Flüchtlingsdilemma an der Grenze zu Belarus
Seit Wochen versuchen Tausende Migranten und Flüchtlinge, von Belarus über die EU-Außengrenzen nach Polen oder in die baltischen Staaten zu gelangen.
Quelle: AP

Nach 60 Stunden Fußmarsch durch dunkle feuchte Wälder in Polen verrenkte sich Buschra das Knie. Das war nicht der erste Rückschlag auf ihrem Weg nach Deutschland. Doch die 29-jährige syrische Kurdin gab nicht auf.

Noch zwei Tage humpelte sie mit ihrer Freundin bei Regen und eisigen Temperaturen weiter, bis sie ein polnisches Dorf erreichten. Von dort aus nahm sie ein Auto mit über die deutsche Grenze. "Vor etwas weglaufen ist manchmal das einfachste", sagt Buschra, die jetzt in Gießen lebt und dort ihren Asylantrag gestellt hat.

Flucht vor dem Elend

Buschra, die zur Sicherheit ihren vollen Namen nicht nennen möchte, ist das Gesicht einer neuen Generation syrischer Migranten.

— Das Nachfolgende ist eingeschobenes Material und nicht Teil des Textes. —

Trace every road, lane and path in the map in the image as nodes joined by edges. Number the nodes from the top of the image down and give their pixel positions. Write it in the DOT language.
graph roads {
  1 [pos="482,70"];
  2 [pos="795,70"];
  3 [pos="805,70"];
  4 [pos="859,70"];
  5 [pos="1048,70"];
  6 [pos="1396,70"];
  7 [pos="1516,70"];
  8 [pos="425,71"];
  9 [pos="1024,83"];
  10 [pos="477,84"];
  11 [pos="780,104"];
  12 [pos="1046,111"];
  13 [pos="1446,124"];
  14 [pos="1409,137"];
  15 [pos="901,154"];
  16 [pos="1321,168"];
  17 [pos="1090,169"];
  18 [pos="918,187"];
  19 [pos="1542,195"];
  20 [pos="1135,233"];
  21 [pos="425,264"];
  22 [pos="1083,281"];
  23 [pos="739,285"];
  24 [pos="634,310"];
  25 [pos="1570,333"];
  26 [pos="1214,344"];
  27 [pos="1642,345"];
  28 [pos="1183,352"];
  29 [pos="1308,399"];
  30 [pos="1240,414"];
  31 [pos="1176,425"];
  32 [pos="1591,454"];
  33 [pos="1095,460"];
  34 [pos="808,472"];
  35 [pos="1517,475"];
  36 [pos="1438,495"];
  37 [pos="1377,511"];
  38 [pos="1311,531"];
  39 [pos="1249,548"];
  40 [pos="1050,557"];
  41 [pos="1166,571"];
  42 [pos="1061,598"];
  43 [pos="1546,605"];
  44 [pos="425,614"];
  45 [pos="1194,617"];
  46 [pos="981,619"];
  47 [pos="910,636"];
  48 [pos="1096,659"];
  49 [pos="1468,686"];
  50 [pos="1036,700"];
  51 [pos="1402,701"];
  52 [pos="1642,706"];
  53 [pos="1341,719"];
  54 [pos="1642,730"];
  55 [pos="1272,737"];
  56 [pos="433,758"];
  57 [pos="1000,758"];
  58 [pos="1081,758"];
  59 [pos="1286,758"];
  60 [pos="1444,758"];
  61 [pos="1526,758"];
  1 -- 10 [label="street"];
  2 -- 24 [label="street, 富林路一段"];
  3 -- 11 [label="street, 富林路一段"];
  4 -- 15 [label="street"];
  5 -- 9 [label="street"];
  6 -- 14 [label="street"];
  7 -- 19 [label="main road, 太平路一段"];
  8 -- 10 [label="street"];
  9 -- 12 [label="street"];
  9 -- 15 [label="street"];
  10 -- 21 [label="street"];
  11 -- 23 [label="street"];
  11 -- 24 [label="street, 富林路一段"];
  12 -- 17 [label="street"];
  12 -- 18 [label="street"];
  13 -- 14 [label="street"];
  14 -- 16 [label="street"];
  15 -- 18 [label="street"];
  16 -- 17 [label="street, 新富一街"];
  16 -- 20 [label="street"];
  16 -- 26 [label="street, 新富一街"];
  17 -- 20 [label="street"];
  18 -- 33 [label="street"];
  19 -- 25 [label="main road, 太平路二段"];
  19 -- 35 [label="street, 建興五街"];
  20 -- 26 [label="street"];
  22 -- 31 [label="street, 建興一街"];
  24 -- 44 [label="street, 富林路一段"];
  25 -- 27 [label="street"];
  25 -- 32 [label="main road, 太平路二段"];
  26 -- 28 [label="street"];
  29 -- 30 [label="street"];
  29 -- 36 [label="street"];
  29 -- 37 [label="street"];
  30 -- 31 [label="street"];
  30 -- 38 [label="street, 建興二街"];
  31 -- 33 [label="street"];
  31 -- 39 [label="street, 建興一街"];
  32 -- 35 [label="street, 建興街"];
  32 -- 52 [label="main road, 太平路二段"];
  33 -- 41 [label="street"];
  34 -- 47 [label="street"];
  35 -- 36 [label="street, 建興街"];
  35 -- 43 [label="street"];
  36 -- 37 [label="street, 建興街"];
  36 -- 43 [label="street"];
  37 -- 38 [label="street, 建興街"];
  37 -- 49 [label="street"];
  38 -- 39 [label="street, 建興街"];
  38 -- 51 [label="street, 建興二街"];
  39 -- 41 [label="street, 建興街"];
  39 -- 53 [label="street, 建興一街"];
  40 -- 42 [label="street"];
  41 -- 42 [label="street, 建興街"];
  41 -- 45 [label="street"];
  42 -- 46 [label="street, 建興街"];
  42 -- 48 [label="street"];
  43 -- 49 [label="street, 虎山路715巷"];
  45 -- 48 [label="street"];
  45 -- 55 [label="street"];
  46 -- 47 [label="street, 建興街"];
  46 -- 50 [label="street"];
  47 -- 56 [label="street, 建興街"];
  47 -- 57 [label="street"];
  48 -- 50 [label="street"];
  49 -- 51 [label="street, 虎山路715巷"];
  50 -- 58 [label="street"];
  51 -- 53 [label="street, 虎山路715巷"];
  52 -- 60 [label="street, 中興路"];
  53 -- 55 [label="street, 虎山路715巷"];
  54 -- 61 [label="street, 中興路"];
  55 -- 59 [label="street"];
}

Nach mehr als zehn Jahren Bürgerkrieg in Syrien haben sich die militärischen Auseinandersetzungen zwar etwas beruhigt. Ein Ende des politisch bislang ungelösten Konflikts ist aber nicht in Sicht. 

Syrer fliehen nicht mehr vor den Schrecken des Krieges, die 2015 Hunderttausende nach Europa gebracht haben, sondern vor dem Elend der Nachkriegszeit.

Obwohl die Kampfhandlungen in Syrien nachgelassen haben, die Versorgungslage der Menschen ist schlecht: Viele leben in Flüchtlingslager, dem UN-Welternährungsprogramm reichen die Mittel nicht. Nahrungsmangel - neben flächendeckender Zerstörung.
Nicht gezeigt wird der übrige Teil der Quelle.